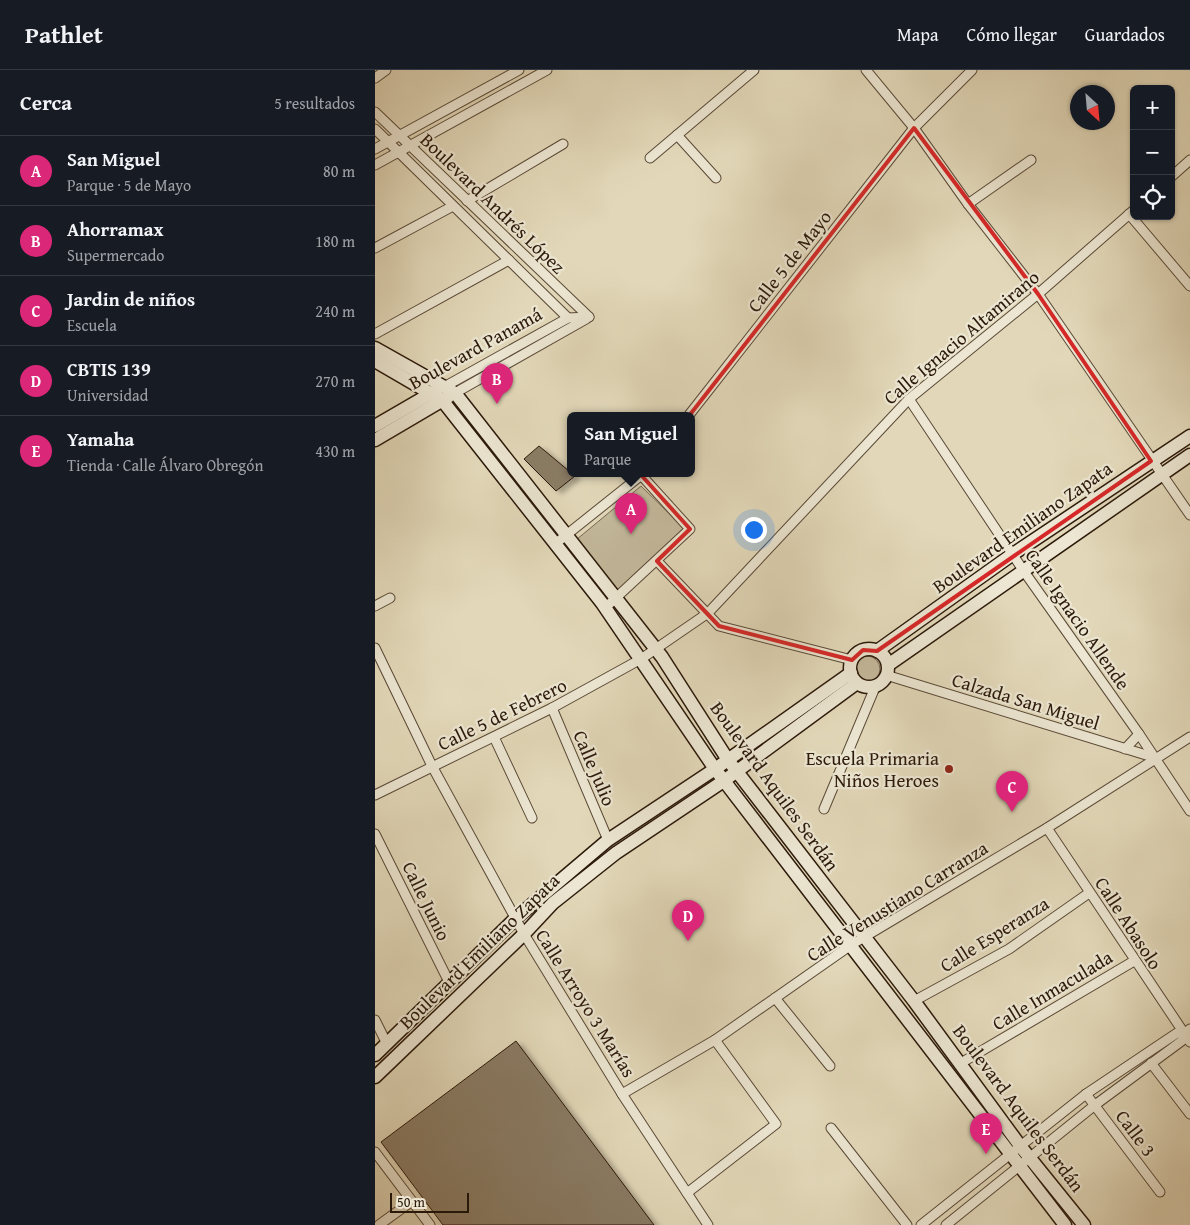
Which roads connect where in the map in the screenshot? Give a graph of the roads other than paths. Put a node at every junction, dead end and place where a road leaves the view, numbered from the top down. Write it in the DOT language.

------------------------------------

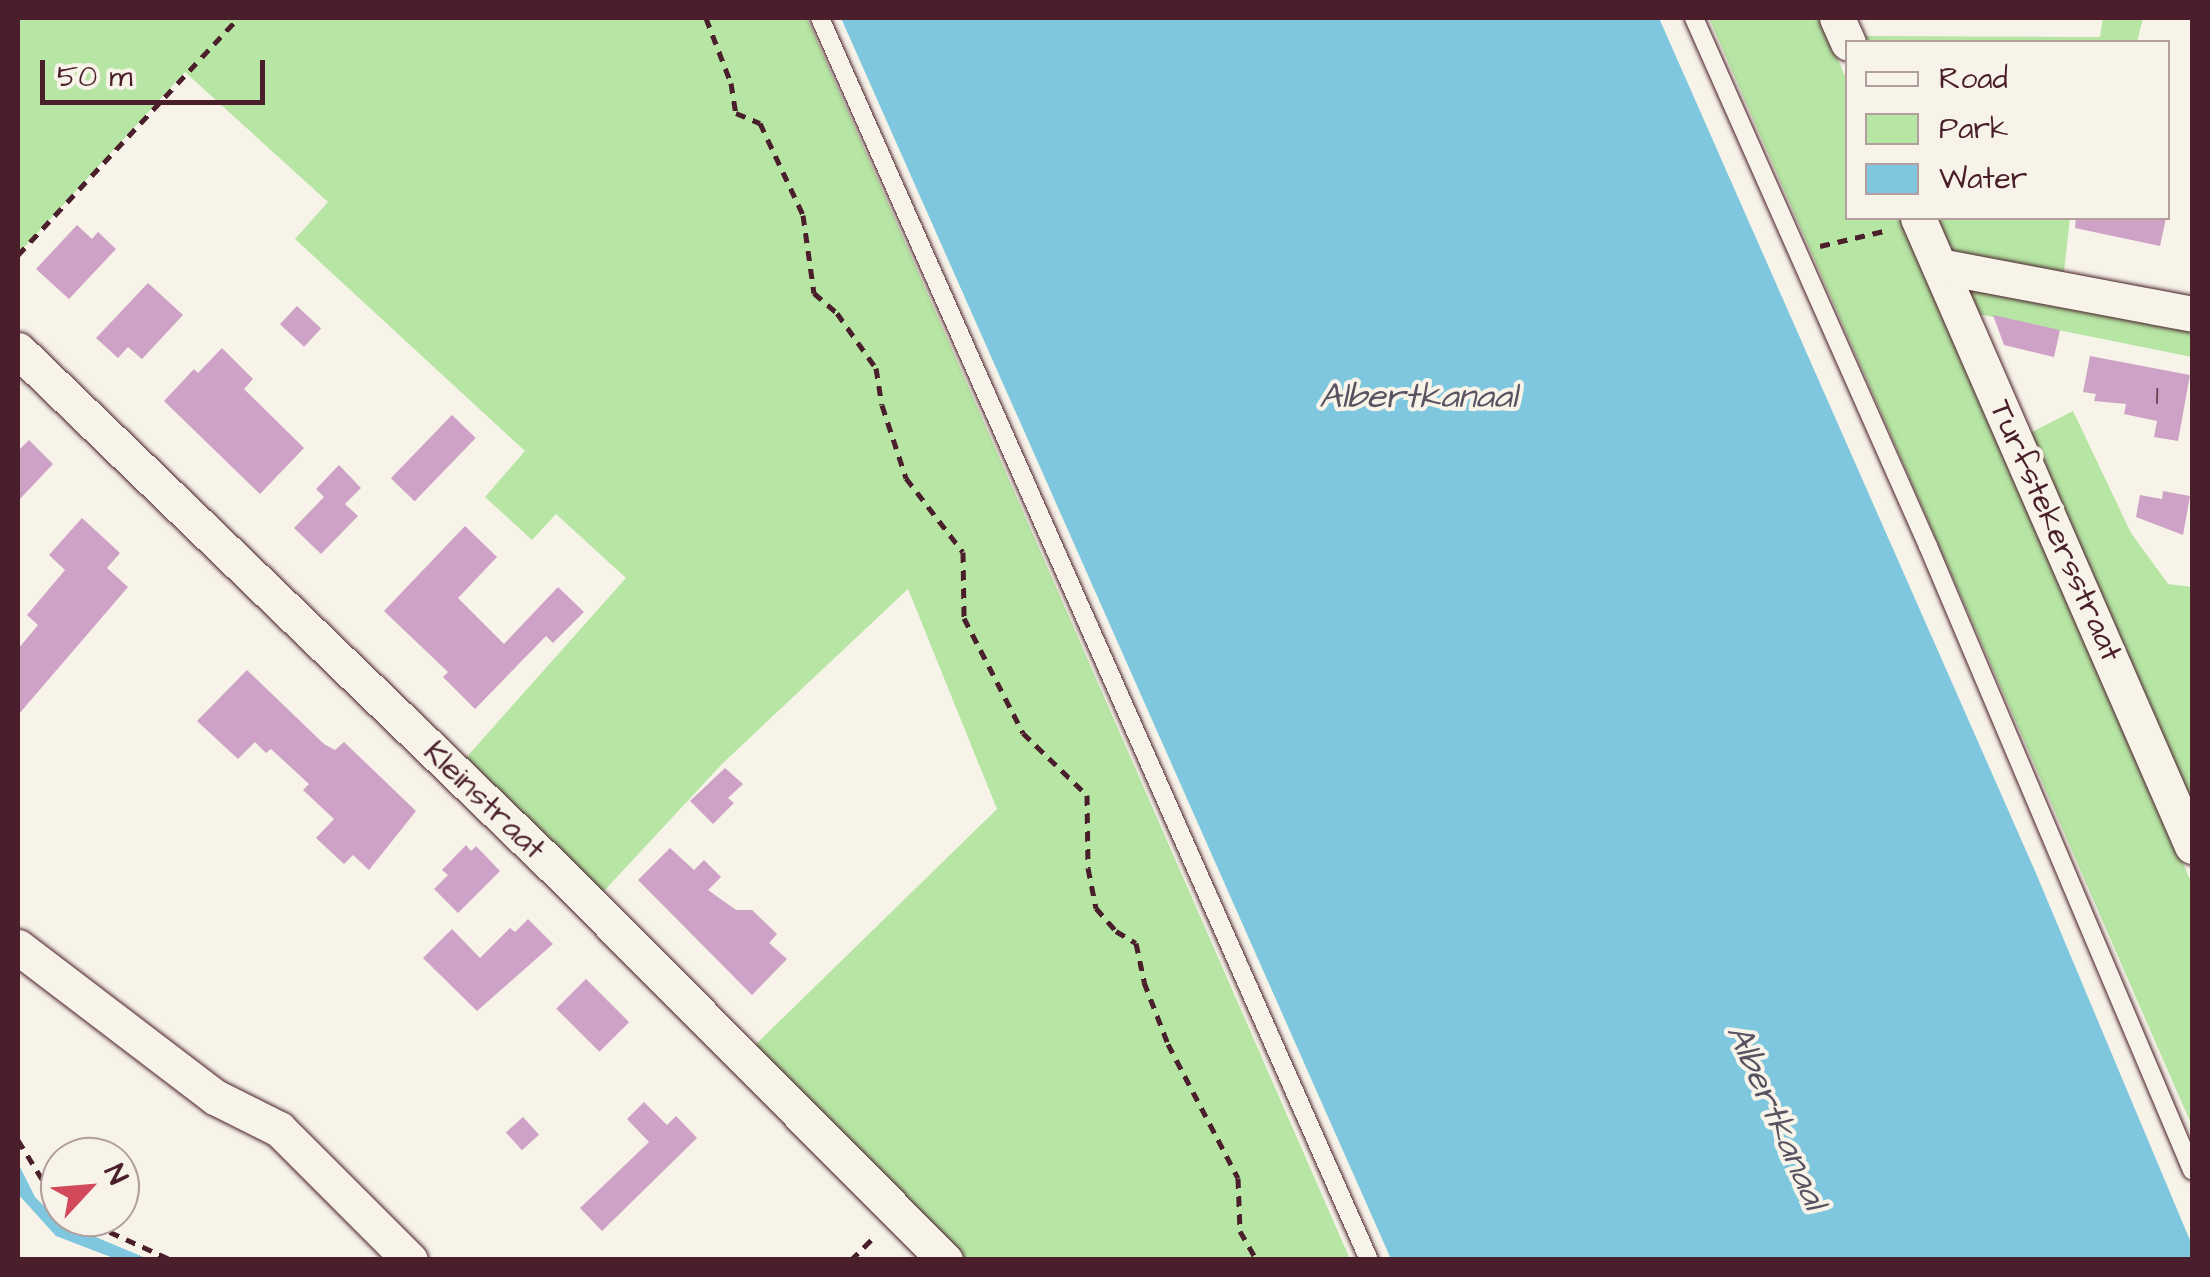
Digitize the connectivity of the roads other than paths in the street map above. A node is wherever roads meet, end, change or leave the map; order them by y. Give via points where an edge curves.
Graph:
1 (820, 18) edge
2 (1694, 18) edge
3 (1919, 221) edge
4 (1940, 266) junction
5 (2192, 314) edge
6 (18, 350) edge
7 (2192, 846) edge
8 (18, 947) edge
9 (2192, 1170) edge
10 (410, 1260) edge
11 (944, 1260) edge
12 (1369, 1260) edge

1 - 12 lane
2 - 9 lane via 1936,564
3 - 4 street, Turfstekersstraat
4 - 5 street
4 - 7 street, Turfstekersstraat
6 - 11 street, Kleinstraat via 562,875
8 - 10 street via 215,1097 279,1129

------------------------------------

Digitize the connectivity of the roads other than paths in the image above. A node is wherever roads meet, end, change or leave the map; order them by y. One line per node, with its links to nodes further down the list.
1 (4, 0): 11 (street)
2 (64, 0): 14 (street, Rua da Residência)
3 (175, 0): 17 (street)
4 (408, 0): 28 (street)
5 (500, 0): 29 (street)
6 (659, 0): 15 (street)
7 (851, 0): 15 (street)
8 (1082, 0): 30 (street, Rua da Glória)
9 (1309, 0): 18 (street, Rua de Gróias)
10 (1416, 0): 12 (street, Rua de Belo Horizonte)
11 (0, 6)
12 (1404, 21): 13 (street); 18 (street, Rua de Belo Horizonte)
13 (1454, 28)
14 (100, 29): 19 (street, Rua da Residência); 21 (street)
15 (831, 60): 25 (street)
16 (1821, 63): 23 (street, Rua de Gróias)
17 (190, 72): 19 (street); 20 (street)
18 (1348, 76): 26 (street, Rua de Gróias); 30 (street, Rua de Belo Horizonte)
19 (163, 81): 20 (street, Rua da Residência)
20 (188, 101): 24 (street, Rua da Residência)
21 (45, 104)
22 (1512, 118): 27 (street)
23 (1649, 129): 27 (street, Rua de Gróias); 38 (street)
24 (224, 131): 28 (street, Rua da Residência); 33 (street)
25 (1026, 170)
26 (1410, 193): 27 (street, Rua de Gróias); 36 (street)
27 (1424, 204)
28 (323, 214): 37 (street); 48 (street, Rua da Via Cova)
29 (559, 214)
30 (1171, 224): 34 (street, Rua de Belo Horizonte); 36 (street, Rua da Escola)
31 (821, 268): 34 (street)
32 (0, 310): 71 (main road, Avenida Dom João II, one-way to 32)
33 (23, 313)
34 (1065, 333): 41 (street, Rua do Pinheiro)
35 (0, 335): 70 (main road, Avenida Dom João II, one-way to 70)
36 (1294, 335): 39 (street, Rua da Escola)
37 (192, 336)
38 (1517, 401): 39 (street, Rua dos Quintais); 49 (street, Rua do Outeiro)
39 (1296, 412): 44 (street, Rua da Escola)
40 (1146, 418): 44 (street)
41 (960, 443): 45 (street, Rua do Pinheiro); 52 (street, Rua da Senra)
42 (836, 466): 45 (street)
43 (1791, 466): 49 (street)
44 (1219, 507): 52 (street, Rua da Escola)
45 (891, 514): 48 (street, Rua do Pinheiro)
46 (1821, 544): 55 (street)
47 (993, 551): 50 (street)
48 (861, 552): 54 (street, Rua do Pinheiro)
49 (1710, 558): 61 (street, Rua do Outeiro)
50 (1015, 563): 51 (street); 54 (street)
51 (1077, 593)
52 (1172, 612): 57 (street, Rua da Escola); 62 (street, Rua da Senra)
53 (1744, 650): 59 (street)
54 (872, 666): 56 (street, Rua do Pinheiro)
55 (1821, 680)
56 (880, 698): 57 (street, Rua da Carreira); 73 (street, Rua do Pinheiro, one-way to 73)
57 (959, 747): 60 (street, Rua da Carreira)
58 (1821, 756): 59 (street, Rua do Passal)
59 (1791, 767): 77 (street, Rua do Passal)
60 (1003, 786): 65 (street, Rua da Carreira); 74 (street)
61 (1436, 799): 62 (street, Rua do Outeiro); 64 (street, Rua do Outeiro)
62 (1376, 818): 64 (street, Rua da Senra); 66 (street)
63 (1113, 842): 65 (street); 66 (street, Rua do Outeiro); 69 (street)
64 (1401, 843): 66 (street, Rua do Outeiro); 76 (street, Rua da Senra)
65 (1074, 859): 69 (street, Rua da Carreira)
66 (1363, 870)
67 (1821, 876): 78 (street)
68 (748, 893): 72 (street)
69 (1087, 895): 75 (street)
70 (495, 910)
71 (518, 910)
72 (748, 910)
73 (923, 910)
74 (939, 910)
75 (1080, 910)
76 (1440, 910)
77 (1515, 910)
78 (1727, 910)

------------------------------------

Exercise brief
All lines that hold the word "Give" should be copied from the data.

Result of the task
Which roads connect where in the map in the screenshot? Give a graph of the roads other than paths. Put a node at every junction, dead end and place where a road leaves the view, numbered from the top down. Write it in the DOT language.
Digitize the connectivity of the roads other than paths in the street map above. A node is wherever roads meet, end, change or leave the map; order them by y. Give via points where an edge curves.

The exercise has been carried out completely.